*** Opening of Supplied records ***

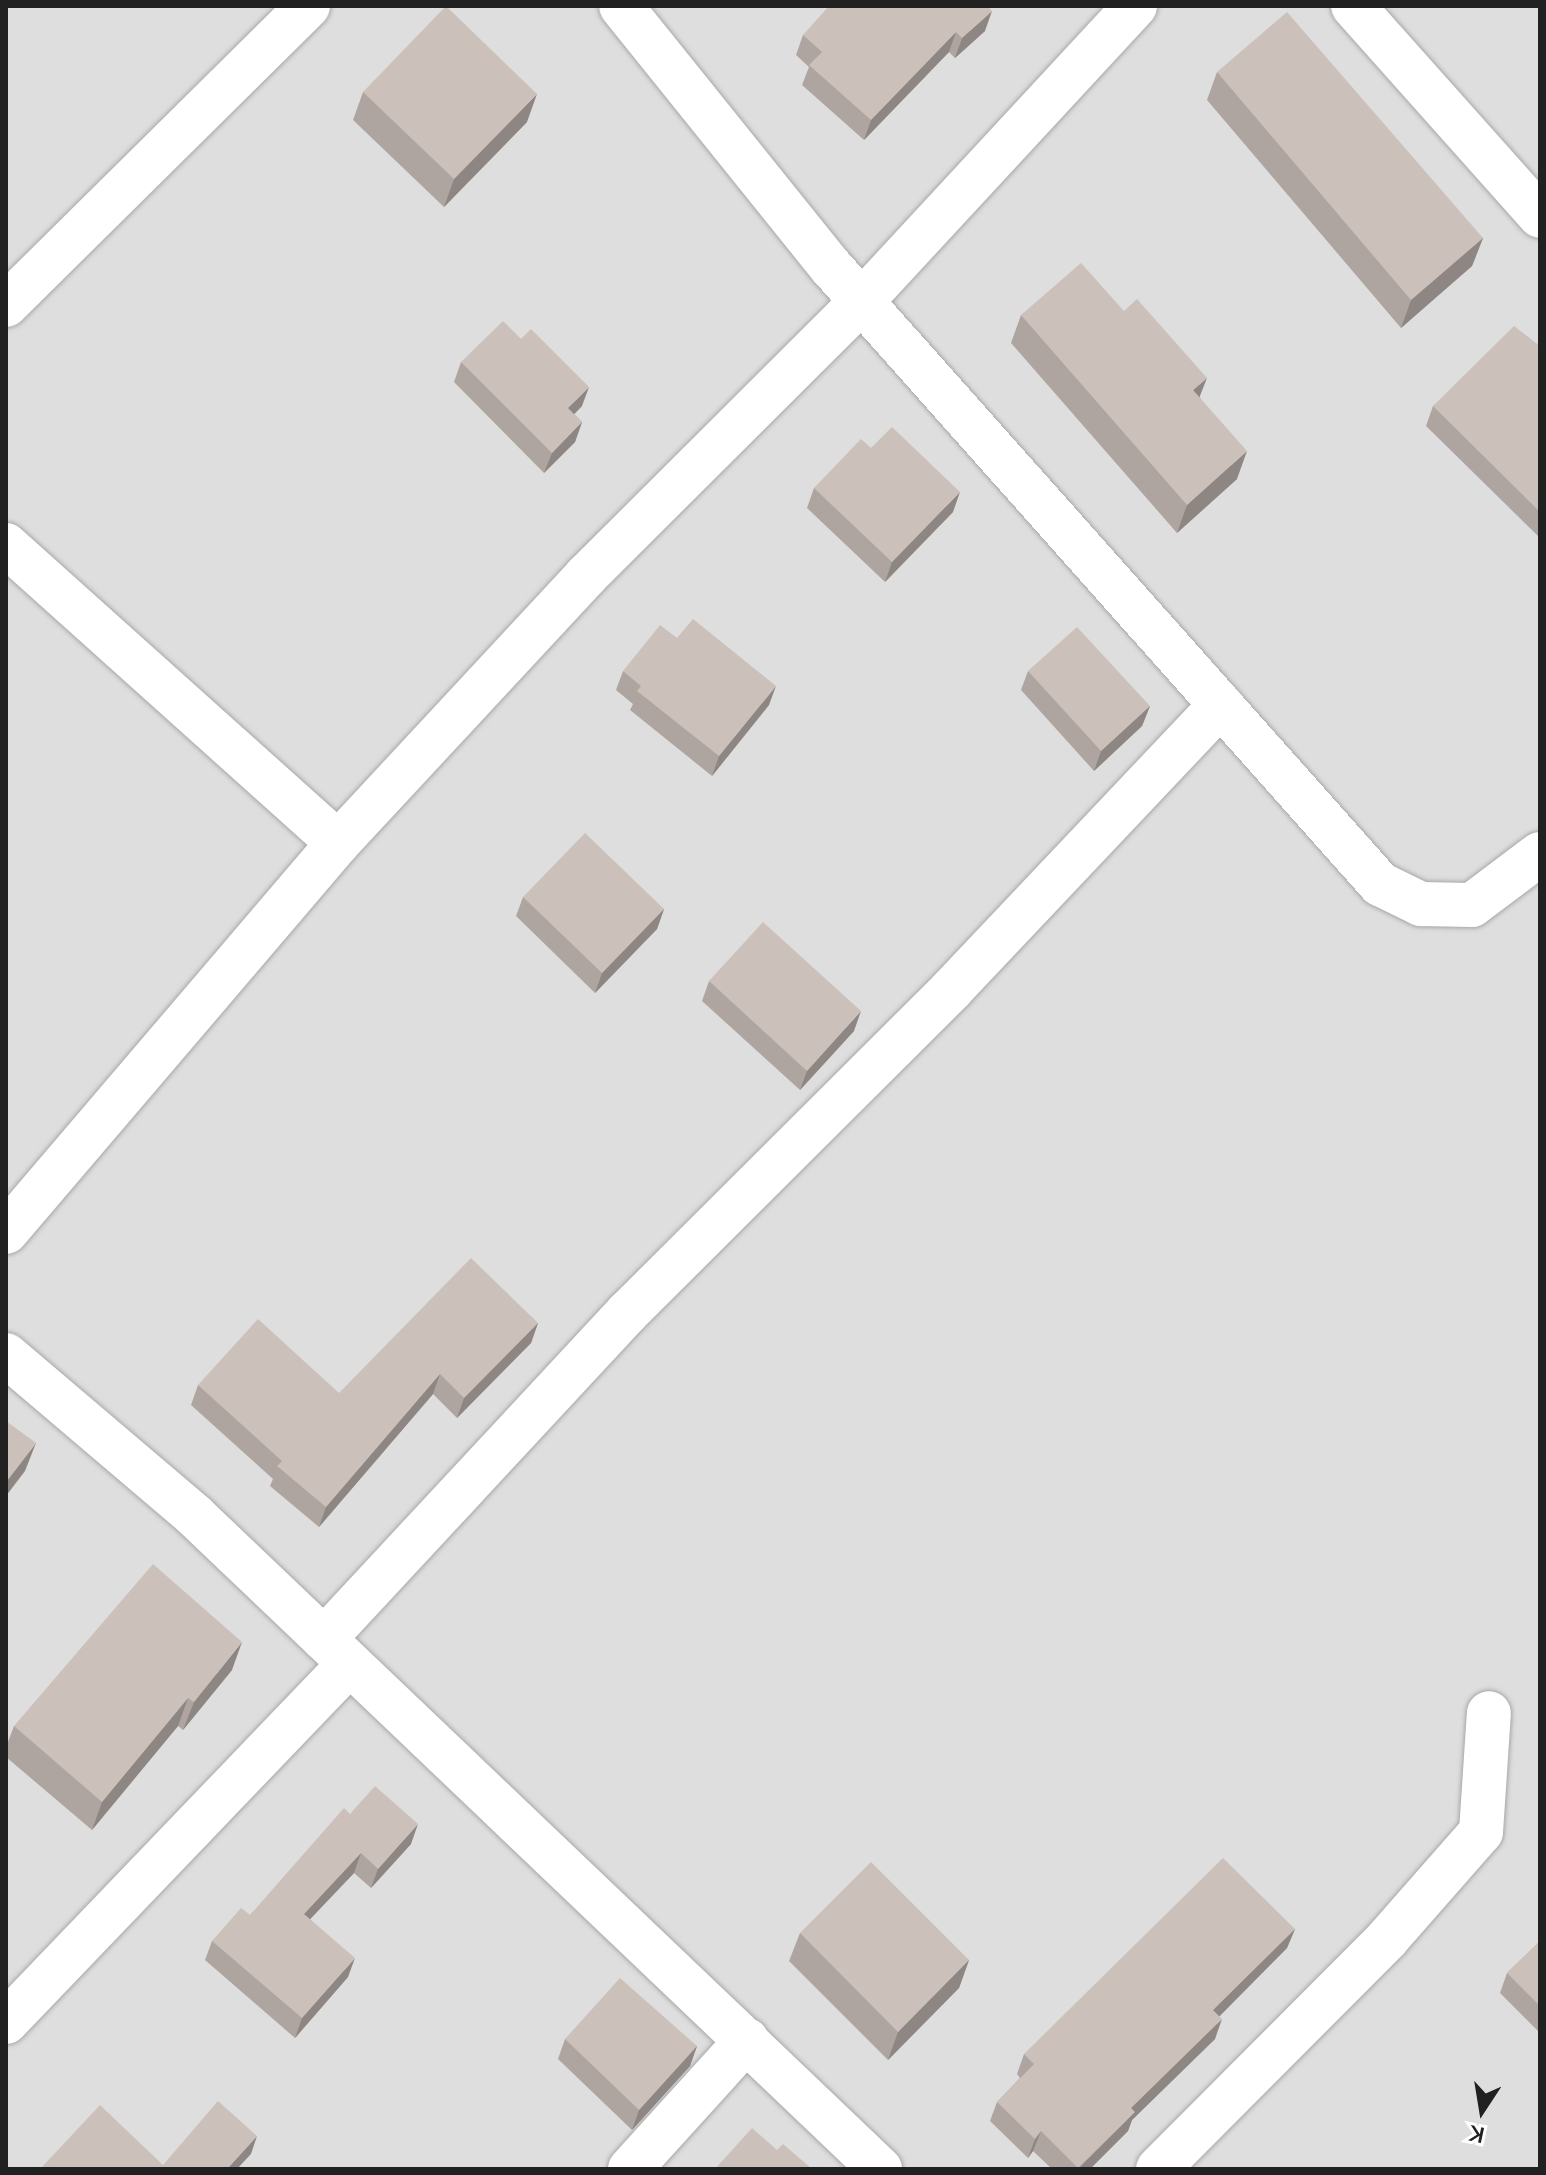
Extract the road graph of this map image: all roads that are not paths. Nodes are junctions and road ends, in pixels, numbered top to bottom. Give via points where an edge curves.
1 (308, 6) edge
2 (621, 6) edge
3 (1135, 6) edge
4 (1353, 6) edge
5 (1540, 216) edge
6 (862, 301) junction
7 (6, 305) edge
8 (6, 545) edge
9 (1221, 705) junction
10 (338, 843) junction
11 (1540, 854) edge
12 (6, 1232) edge
13 (6, 1355) edge
14 (337, 1651) junction
15 (1489, 1713) dead end
16 (6, 2022) edge
17 (747, 2040) junction
18 (630, 2169) edge
19 (880, 2169) edge
20 (1158, 2169) edge

1 - 7 street
2 - 6 street
3 - 6 street
4 - 5 street
6 - 9 street
6 - 10 street via 586,576
8 - 10 street
9 - 11 street via 1380,884 1421,904 1472,905
9 - 14 street via 952,989 628,1312
10 - 12 street
13 - 14 street via 194,1515
14 - 16 street
14 - 17 street
15 - 20 street via 1481,1832 1387,1939
17 - 18 street
17 - 19 street

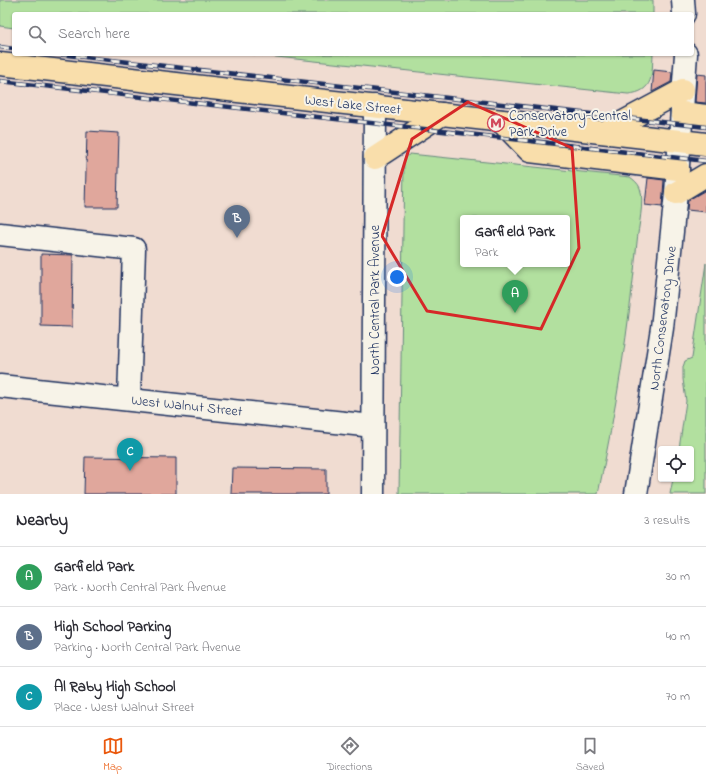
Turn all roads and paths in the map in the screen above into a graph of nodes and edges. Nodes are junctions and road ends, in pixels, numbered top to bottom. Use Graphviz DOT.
graph roads {
  1 [pos="683,0"];
  2 [pos="684,12"];
  3 [pos="686,56"];
  4 [pos="0,64"];
  5 [pos="683,90"];
  6 [pos="375,106"];
  7 [pos="682,113"];
  8 [pos="442,114"];
  9 [pos="706,116"];
  10 [pos="501,121"];
  11 [pos="605,132"];
  12 [pos="680,141"];
  13 [pos="706,144"];
  14 [pos="375,158"];
  15 [pos="678,168"];
  16 [pos="706,175"];
  17 [pos="676,194"];
  18 [pos="0,234"];
  19 [pos="0,386"];
  20 [pos="129,399"];
  21 [pos="373,426"];
  22 [pos="373,494"];
  23 [pos="636,494"];
  1 -- 2 [label="street"];
  3 -- 5 [label="street, North Conservatory Drive"];
  4 -- 6 [label="main road, West Lake Street"];
  5 -- 7 [label="street, North Conservatory Drive"];
  5 -- 11 [label="main road"];
  6 -- 8 [label="main road, West Lake Street"];
  6 -- 14 [label="street, North Central Park Avenue"];
  7 -- 9 [label="main road"];
  7 -- 12 [label="street, North Conservatory Drive"];
  8 -- 10 [label="main road, West Lake Street"];
  8 -- 14 [label="main road"];
  10 -- 11 [label="main road, West Lake Street"];
  10 -- 15 [label="main road"];
  11 -- 12 [label="main road, West Lake Street"];
  12 -- 13 [label="main road, West Lake Street"];
  12 -- 15 [label="street, North Conservatory Drive"];
  14 -- 21 [label="street, North Central Park Avenue"];
  15 -- 17 [label="street, North Conservatory Drive"];
  16 -- 17 [label="main road"];
  17 -- 23 [label="street, North Conservatory Drive"];
  18 -- 20 [label="street"];
  19 -- 20 [label="street, West Walnut Street"];
  20 -- 21 [label="street, West Walnut Street"];
  21 -- 22 [label="street, North Central Park Avenue"];
}
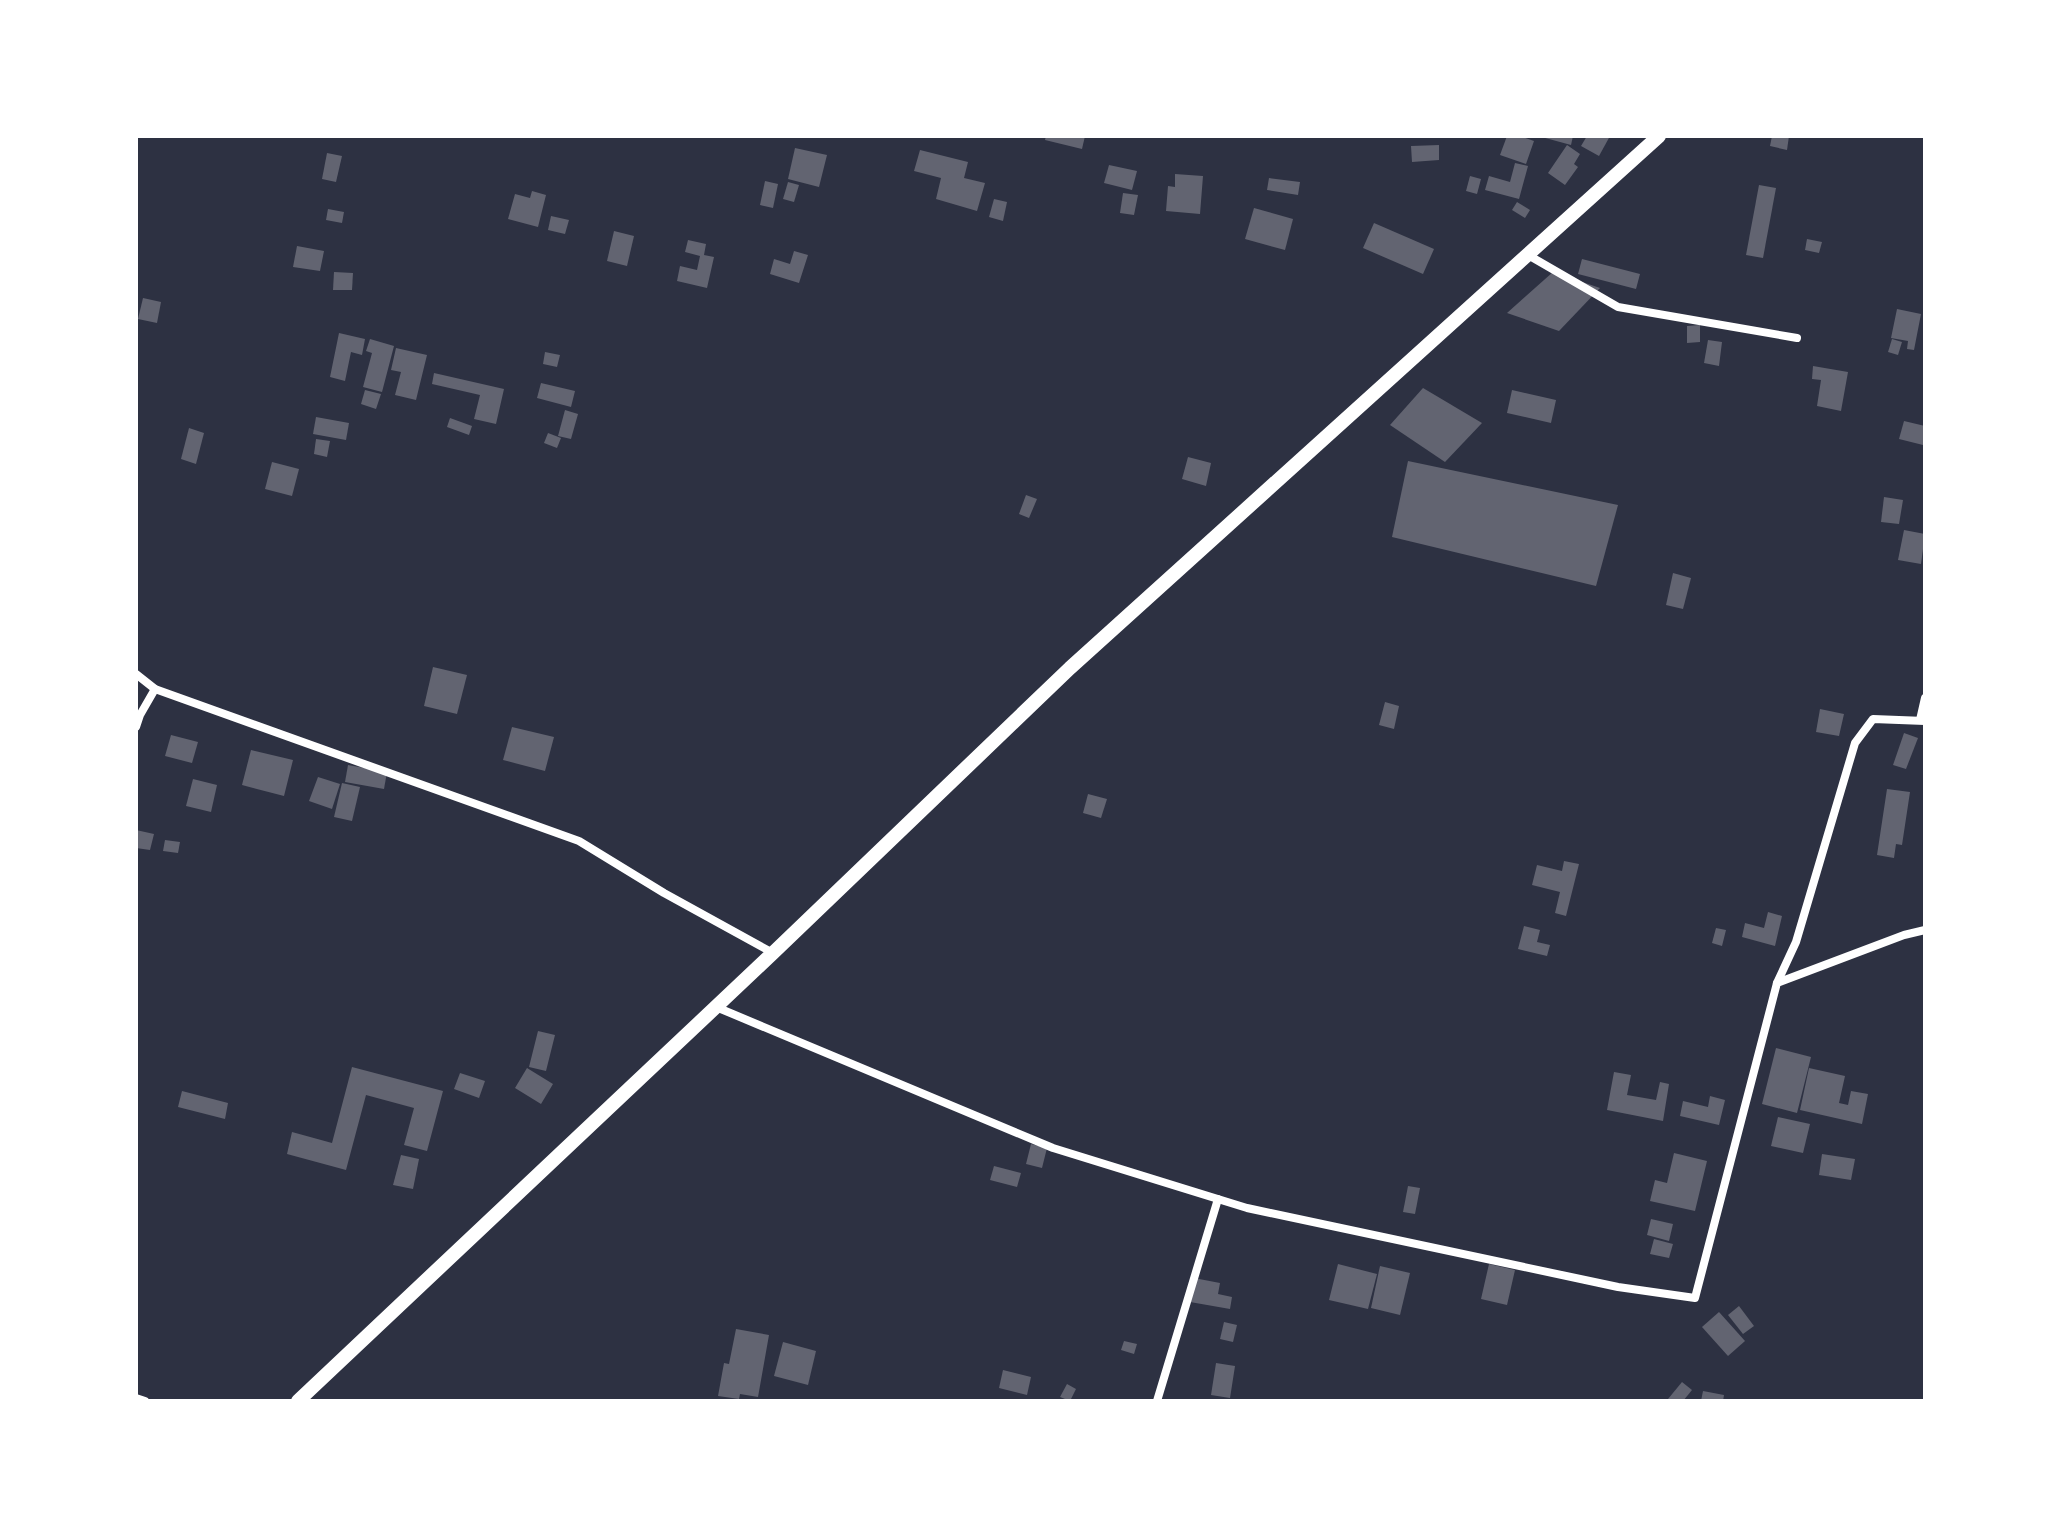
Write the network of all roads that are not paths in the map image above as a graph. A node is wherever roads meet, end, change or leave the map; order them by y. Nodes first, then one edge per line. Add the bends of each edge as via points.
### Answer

*** Close of Supplied records ***

_What this task involves_.
Nothing but the pictures may be dropped as you repeat the listing above exactly.

_Solution to this task_.
Extract the road graph of this map image: all roads that are not paths. Nodes are junctions and road ends, in pixels, numbered top to bottom. Give via points where an edge curves.
1 (308, 6) edge
2 (621, 6) edge
3 (1135, 6) edge
4 (1353, 6) edge
5 (1540, 216) edge
6 (862, 301) junction
7 (6, 305) edge
8 (6, 545) edge
9 (1221, 705) junction
10 (338, 843) junction
11 (1540, 854) edge
12 (6, 1232) edge
13 (6, 1355) edge
14 (337, 1651) junction
15 (1489, 1713) dead end
16 (6, 2022) edge
17 (747, 2040) junction
18 (630, 2169) edge
19 (880, 2169) edge
20 (1158, 2169) edge

1 - 7 street
2 - 6 street
3 - 6 street
4 - 5 street
6 - 9 street
6 - 10 street via 586,576
8 - 10 street
9 - 11 street via 1380,884 1421,904 1472,905
9 - 14 street via 952,989 628,1312
10 - 12 street
13 - 14 street via 194,1515
14 - 16 street
14 - 17 street
15 - 20 street via 1481,1832 1387,1939
17 - 18 street
17 - 19 street

Turn all roads and paths in the map in the screen above into a graph of nodes and edges. Nodes are junctions and road ends, in pixels, numbered top to bottom. Use Graphviz DOT.
graph roads {
  1 [pos="683,0"];
  2 [pos="684,12"];
  3 [pos="686,56"];
  4 [pos="0,64"];
  5 [pos="683,90"];
  6 [pos="375,106"];
  7 [pos="682,113"];
  8 [pos="442,114"];
  9 [pos="706,116"];
  10 [pos="501,121"];
  11 [pos="605,132"];
  12 [pos="680,141"];
  13 [pos="706,144"];
  14 [pos="375,158"];
  15 [pos="678,168"];
  16 [pos="706,175"];
  17 [pos="676,194"];
  18 [pos="0,234"];
  19 [pos="0,386"];
  20 [pos="129,399"];
  21 [pos="373,426"];
  22 [pos="373,494"];
  23 [pos="636,494"];
  1 -- 2 [label="street"];
  3 -- 5 [label="street, North Conservatory Drive"];
  4 -- 6 [label="main road, West Lake Street"];
  5 -- 7 [label="street, North Conservatory Drive"];
  5 -- 11 [label="main road"];
  6 -- 8 [label="main road, West Lake Street"];
  6 -- 14 [label="street, North Central Park Avenue"];
  7 -- 9 [label="main road"];
  7 -- 12 [label="street, North Conservatory Drive"];
  8 -- 10 [label="main road, West Lake Street"];
  8 -- 14 [label="main road"];
  10 -- 11 [label="main road, West Lake Street"];
  10 -- 15 [label="main road"];
  11 -- 12 [label="main road, West Lake Street"];
  12 -- 13 [label="main road, West Lake Street"];
  12 -- 15 [label="street, North Conservatory Drive"];
  14 -- 21 [label="street, North Central Park Avenue"];
  15 -- 17 [label="street, North Conservatory Drive"];
  16 -- 17 [label="main road"];
  17 -- 23 [label="street, North Conservatory Drive"];
  18 -- 20 [label="street"];
  19 -- 20 [label="street, West Walnut Street"];
  20 -- 21 [label="street, West Walnut Street"];
  21 -- 22 [label="street, North Central Park Avenue"];
}
Write the network of all roads that are not paths in the map image above as a graph. A node is wherever roads meet, end, change or leave the map; order them by y. Nodes first, then one edge per line. Add the bends of each edge as via points.
### Answer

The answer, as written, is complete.